我正在嘗試使用python讀取網頁,並以csv格式保存數據以導入爲熊貓數據框。從指定網頁提取特定列

我有下面的代碼,從所有頁面中提取鏈接,而不是我想讀取某些列字段。

for i in range(10): 
    url='https://pythonexpress.in/workshop/'+str(i).zfill(3) 
    import urllib2 
    from bs4 import BeautifulSoup 
    try: 
     page = urllib2.urlopen(url).read() 
     soup = BeautifulSoup(page) 
     for anchor in soup.find_all('div', {'class':'col-xs-8'})[:9]: 
      print i, anchor.text 
    except: 
     pass 

我可以將這9列保存爲熊貓數據框嗎?

df.columns=['Organiser', 'Instructors', 'Date', 'Venue', 'Level', 'participants', 'Section', 'Status', 'Description'] 
+0

難道你不能只從結果中選擇感興趣的列?例如'df = df [cols_I want]' – EdChum

回答

1

這將返回前10頁的正確結果 - 但100頁需要大量時間。

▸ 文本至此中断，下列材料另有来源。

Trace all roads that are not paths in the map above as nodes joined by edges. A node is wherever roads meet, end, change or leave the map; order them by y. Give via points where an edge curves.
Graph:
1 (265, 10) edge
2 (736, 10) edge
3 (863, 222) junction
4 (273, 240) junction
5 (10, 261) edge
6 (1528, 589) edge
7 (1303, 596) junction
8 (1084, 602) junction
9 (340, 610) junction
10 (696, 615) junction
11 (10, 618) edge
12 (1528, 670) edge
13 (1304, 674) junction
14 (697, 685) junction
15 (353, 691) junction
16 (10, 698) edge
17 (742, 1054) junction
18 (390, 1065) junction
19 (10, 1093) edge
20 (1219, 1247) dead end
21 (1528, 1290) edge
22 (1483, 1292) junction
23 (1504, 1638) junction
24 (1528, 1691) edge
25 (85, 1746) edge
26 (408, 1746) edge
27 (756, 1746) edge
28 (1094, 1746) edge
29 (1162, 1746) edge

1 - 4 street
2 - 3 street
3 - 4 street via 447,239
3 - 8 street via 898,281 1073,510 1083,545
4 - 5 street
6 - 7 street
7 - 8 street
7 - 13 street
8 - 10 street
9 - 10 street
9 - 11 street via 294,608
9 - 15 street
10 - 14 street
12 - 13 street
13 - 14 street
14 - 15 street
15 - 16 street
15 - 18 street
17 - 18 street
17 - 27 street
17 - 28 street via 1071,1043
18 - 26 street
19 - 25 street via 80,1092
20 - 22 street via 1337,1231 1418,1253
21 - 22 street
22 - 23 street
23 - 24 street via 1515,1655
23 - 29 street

任何建議,使其更快?

import urllib2 
from bs4 import BeautifulSoup 

finallist=list() 
for i in range(10): 
    url='https://pythonexpress.in/workshop/'+str(i).zfill(3) 
    try: 
     page = urllib2.urlopen(url).read() 
     soup = BeautifulSoup(page) 
     mylist=list() 
     for anchor in soup.find_all('div', {'class':'col-xs-8'})[:9]: 
      mylist.append(anchor.text) 
     finallist.append(mylist) 
    except: 
     pass 

import pandas as pd 
df=pd.DataFrame(finallist) 

df.columns=['Organiser', 'Instructors', 'Date', 'Venue', 'Level', 'participants', 'Section', 'Status', 'Description'] 

df['Date'] = pd.to_datetime(df['Date'],infer_datetime_format=True) 
df['participants'] = df['participants'].astype(int)